## EXERCISE DESCRIPTION
Below are entries. Copy exactly the lines running from the line that holds "index pip: (270, 385)" to the line that holds "thumb tip: (823, 782)", with both ends included.

* * *

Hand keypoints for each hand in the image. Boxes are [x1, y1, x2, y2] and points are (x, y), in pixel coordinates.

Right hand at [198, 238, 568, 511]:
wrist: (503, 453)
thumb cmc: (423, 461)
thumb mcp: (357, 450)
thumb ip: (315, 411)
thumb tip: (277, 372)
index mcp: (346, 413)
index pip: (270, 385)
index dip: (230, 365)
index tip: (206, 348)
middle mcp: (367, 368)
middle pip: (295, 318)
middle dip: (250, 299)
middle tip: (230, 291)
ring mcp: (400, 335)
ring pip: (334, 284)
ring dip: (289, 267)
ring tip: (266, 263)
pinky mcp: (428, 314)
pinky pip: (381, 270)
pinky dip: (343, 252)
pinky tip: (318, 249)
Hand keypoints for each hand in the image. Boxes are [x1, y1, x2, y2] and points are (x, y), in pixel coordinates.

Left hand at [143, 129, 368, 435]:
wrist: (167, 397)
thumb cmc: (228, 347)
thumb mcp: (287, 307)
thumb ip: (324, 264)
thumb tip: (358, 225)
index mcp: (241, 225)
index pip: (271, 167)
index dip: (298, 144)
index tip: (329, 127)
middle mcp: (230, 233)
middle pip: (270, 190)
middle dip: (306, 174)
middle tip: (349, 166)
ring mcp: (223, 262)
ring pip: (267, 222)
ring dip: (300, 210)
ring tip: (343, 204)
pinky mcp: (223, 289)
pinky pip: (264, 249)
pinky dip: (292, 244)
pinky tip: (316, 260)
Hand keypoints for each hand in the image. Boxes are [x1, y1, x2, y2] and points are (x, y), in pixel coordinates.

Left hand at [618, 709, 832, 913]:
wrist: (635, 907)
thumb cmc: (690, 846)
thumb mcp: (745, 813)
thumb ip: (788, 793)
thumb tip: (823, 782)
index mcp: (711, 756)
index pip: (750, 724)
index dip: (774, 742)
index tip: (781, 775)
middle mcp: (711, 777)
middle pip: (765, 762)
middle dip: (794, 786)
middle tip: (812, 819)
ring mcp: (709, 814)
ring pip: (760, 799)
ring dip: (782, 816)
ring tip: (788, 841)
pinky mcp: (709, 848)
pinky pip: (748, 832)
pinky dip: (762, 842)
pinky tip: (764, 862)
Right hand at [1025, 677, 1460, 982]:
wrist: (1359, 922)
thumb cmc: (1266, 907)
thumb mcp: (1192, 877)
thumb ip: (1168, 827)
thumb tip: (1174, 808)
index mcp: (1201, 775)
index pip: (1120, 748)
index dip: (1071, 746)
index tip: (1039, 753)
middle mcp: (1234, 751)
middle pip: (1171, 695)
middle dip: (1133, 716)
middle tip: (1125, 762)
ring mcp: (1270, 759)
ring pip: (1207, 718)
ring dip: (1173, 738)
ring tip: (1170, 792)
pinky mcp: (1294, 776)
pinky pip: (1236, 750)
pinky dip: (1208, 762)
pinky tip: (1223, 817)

* * *

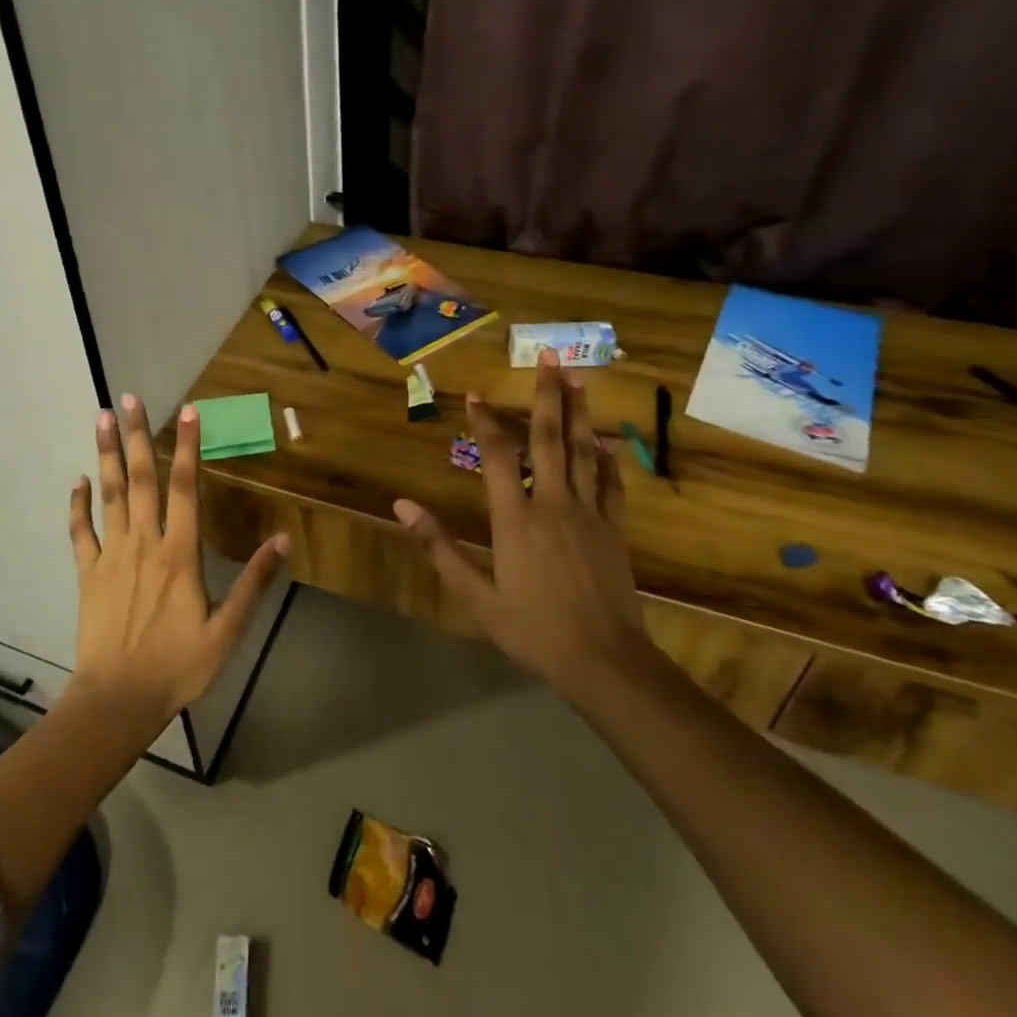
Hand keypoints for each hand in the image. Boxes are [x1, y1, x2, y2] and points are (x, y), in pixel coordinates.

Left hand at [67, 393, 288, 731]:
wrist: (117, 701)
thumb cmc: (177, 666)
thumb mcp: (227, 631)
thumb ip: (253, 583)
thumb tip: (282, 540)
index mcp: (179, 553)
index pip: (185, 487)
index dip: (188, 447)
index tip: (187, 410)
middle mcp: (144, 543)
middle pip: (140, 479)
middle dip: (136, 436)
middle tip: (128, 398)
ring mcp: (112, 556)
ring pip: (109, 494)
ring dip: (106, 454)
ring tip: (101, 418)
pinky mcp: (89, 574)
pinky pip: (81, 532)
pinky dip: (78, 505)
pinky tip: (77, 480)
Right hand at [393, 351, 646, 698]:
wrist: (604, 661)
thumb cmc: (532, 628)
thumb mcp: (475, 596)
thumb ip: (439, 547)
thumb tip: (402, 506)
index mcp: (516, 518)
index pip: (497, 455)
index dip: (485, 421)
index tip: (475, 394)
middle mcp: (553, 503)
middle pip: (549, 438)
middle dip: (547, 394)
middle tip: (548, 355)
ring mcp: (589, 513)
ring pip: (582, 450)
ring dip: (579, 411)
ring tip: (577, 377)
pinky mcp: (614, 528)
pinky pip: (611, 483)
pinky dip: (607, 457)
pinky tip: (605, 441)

* * *

## RESPONSE AREA
index pip: (270, 385)
index dip: (230, 365)
index tip: (206, 348)
middle mcp: (367, 368)
middle pip: (295, 318)
middle dip: (250, 299)
middle tip: (230, 291)
ring mcp: (400, 335)
ring pip: (334, 284)
ring dip: (289, 267)
ring tip: (266, 263)
pinky mcp: (428, 314)
pinky pip: (381, 270)
pinky dip: (343, 252)
pinky tip: (318, 249)
Hand keypoints for each hand in the image. Boxes are [x1, y1, x2, y2] and points are (x, y), in pixel coordinates.

Left hand at [143, 129, 368, 435]:
wrist: (167, 397)
thumb cmc: (228, 347)
thumb mcp: (287, 307)
thumb ip: (324, 264)
thumb tip: (358, 225)
index mcp: (241, 225)
index pip: (271, 167)
index dip: (298, 144)
index tip: (329, 127)
middle mcp: (230, 233)
middle pip: (270, 190)
middle dip: (306, 174)
middle tip: (349, 166)
ring mcp: (223, 262)
ring pip: (267, 222)
ring dip: (300, 210)
ring tip: (343, 204)
pinky mcp: (223, 289)
pinky pip: (264, 249)
pinky dip: (292, 244)
pinky tip: (316, 260)
Hand keypoints for each hand in the image. Boxes are [x1, y1, x2, y2] and points are (x, y), in pixel coordinates.

Left hand at [618, 709, 832, 913]:
wrist: (635, 907)
thumb cmc: (690, 846)
thumb mcp: (745, 813)
thumb ip: (788, 793)
thumb tip: (823, 782)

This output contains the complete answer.